If I understand the situation correctly, Junio is saying that he will
continue to produce the amlog mapping, and that it contains sufficient
information to produce the reverse mapping (which, as an aside, I did
not even know existed -- I mostly want to go the other way, from digging
in history to a mailing list conversation).
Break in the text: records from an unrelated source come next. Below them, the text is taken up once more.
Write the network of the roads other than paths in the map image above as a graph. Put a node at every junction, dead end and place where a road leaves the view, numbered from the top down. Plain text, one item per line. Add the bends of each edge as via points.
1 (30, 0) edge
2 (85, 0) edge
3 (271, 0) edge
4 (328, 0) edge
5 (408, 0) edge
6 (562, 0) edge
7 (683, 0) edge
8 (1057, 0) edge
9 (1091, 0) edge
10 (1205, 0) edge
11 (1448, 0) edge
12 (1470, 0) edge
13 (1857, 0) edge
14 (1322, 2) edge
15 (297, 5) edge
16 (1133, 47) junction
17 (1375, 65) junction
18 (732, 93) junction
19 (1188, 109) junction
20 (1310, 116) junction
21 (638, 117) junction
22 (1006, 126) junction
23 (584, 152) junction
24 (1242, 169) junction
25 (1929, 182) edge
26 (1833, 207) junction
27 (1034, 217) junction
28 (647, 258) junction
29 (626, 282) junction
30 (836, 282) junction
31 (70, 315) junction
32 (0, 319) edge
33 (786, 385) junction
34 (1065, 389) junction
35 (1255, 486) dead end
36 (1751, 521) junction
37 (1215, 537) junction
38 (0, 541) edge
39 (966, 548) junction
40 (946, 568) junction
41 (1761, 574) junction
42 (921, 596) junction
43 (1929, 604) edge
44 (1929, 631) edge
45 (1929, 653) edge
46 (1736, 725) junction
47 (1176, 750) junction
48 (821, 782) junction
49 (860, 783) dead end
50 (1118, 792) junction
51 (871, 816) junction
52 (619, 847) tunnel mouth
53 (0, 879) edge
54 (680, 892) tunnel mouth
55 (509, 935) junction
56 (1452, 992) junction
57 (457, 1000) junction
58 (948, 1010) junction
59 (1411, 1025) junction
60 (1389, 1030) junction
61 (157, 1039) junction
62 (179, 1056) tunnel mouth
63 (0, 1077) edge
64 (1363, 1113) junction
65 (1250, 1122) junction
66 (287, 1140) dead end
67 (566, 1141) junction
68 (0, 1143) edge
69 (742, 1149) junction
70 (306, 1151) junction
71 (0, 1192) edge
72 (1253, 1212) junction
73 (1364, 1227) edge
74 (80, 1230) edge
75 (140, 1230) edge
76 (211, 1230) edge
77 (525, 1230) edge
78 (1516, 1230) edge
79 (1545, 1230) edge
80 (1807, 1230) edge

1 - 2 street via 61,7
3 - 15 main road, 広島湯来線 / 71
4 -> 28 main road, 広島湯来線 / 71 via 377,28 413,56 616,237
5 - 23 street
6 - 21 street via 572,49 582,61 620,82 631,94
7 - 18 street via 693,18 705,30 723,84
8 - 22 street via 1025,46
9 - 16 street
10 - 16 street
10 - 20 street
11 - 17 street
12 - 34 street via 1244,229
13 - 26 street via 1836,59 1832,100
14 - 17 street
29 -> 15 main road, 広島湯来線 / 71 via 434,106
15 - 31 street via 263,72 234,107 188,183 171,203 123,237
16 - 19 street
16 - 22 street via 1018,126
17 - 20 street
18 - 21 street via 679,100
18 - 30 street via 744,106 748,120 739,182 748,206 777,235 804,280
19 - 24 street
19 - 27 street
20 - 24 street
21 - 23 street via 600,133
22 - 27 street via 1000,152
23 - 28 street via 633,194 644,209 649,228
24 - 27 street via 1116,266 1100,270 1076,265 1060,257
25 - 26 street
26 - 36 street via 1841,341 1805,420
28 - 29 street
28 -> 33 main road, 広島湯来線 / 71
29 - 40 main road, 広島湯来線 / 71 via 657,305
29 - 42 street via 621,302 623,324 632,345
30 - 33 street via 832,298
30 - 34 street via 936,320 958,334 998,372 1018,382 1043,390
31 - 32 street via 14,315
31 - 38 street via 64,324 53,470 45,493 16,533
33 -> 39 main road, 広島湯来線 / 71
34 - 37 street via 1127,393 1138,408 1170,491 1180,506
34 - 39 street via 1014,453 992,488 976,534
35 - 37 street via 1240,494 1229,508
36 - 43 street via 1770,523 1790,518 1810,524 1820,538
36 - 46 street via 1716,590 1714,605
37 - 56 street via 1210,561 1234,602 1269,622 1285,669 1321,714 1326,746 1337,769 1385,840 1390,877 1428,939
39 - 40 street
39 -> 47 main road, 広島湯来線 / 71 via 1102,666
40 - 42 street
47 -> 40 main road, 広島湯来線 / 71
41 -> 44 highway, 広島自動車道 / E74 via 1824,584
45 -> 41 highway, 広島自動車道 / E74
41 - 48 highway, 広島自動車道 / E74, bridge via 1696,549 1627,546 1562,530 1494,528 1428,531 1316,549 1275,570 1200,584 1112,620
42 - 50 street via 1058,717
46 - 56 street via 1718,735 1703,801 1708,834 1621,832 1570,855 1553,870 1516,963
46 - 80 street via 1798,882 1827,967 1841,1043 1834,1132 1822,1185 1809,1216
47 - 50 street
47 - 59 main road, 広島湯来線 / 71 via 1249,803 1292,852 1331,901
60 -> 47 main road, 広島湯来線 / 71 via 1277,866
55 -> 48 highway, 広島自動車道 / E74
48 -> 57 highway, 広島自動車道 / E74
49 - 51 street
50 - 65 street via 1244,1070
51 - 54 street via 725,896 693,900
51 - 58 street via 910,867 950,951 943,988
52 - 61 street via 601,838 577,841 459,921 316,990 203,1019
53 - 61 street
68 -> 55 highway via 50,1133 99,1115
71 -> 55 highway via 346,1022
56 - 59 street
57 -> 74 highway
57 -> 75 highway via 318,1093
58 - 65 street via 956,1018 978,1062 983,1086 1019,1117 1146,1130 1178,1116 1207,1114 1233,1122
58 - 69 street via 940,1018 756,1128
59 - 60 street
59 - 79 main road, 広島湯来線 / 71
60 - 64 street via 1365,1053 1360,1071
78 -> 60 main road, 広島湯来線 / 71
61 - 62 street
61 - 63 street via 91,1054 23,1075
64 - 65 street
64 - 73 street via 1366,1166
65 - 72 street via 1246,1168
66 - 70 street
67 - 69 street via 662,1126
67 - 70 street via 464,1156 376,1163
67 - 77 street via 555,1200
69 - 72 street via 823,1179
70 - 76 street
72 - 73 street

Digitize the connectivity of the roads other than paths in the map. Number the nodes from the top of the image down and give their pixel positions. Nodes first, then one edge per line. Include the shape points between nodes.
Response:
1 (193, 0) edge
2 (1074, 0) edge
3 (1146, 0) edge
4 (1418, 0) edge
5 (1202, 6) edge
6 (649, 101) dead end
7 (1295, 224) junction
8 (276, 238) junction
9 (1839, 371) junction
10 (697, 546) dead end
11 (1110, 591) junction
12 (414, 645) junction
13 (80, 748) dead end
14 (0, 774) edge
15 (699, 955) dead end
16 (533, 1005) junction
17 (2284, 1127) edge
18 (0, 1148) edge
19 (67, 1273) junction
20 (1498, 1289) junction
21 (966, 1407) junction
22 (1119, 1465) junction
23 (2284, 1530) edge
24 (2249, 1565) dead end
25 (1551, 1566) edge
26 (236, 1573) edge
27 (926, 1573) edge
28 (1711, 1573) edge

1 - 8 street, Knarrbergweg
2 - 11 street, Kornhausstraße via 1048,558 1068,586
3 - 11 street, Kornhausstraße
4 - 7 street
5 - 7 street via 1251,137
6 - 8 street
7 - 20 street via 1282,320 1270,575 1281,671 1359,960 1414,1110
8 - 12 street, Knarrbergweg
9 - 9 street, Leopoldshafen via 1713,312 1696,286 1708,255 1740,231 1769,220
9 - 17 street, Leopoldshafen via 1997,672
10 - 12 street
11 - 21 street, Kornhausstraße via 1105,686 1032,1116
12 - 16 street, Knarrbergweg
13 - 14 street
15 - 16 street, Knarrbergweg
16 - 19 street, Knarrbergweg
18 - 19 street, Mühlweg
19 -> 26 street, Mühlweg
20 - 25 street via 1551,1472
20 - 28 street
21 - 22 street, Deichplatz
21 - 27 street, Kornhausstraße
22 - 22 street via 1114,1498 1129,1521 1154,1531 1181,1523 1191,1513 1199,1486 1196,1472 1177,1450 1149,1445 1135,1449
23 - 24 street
E.g., the script below builds and queries an incremental reverse
mapping.

-- >8 --
#!/usr/bin/perl

my $REF = 'refs/notes/amlog';
my $DBFILE = '.git/amlog.rev';

use DB_File;
my %h;
my $db = tie %h, 'DB_File', $DBFILE, O_CREAT|O_RDWR, 0644
  or die "unable to open/create $DBFILE: $!";

my $db_tip = $h{TIP};
chomp(my $rev_tip = `git rev-parse $REF`);
if (!defined $db_tip || $db_tip ne $rev_tip) {
  print STDERR "Updating reverse mapping...\n";
  # using -p here is quick and easy, since we know the
  # shape of the data. Using --raw and cat-file might be less
  # hacky, though.
  my @cmd = (qw(git log --format= --reverse -p), $rev_tip);
  push @cmd, "^$db_tip" if defined $db_tip;
  open(my $fh, "-|", @cmd);

  my $commit;
  while (<$fh>) {
    if (m{^\+\+\+ b/([0-9a-f/]+)}) {
      $commit = $1;
      $commit =~ s/[^0-9a-f]//g;
    } elsif (/^\+Message-Id: <(.*)>/i) {
      print STDERR "Imported $commit => $1\n";
      $h{$1} = $commit;
    }
  }
  $h{TIP} = $rev_tip;
}

print "$h{$_} $_\n" for @ARGV;
-- >8 --

That stores it in a local dbm. But it could also build a git-notes tree
if you really want that.

And if I understand what is being said here:

> > It certainly does not belong to cycles worth spending by me *while*
> > I work during the say with various history reshaping tools to record
> > and/or update the reverse mapping and that is why my post-applypatch
> > hook no longer has the "reverse map" hack.
> > 
> > It is not like anybody (including me) needs realtime up-to-date
> > reverse mapping from amlog while I run my "commit --amend", "rebase
> > -i", etc. and the reverse map is constructable by reversing the
> > forward map, obviously, with a postprocessing.  And I think that is
> > a reasonably way forward if anybody wants to have a reverse mapping.
> > The postprocessing can be done either by me before pushing out the
> > amlog ref, or done by any consumer after fetching the amlog ref from
> > me.  If I did the postprocessing and refuse to use rewrite hook you
> > wouldn't even know ;-)

It is not "I refuse to push out a reverse mapping". It is "I could make
the reverse mapping before push-out, and you would not need to know or
care if I did it all at once, or using a rewrite hook".

Though personally, I do not know if there is much point in pushing it
out, given that receivers can reverse the mapping themselves.

Or is there some argument that there is information in the reverse map
that _cannot_ be generated from the forward map?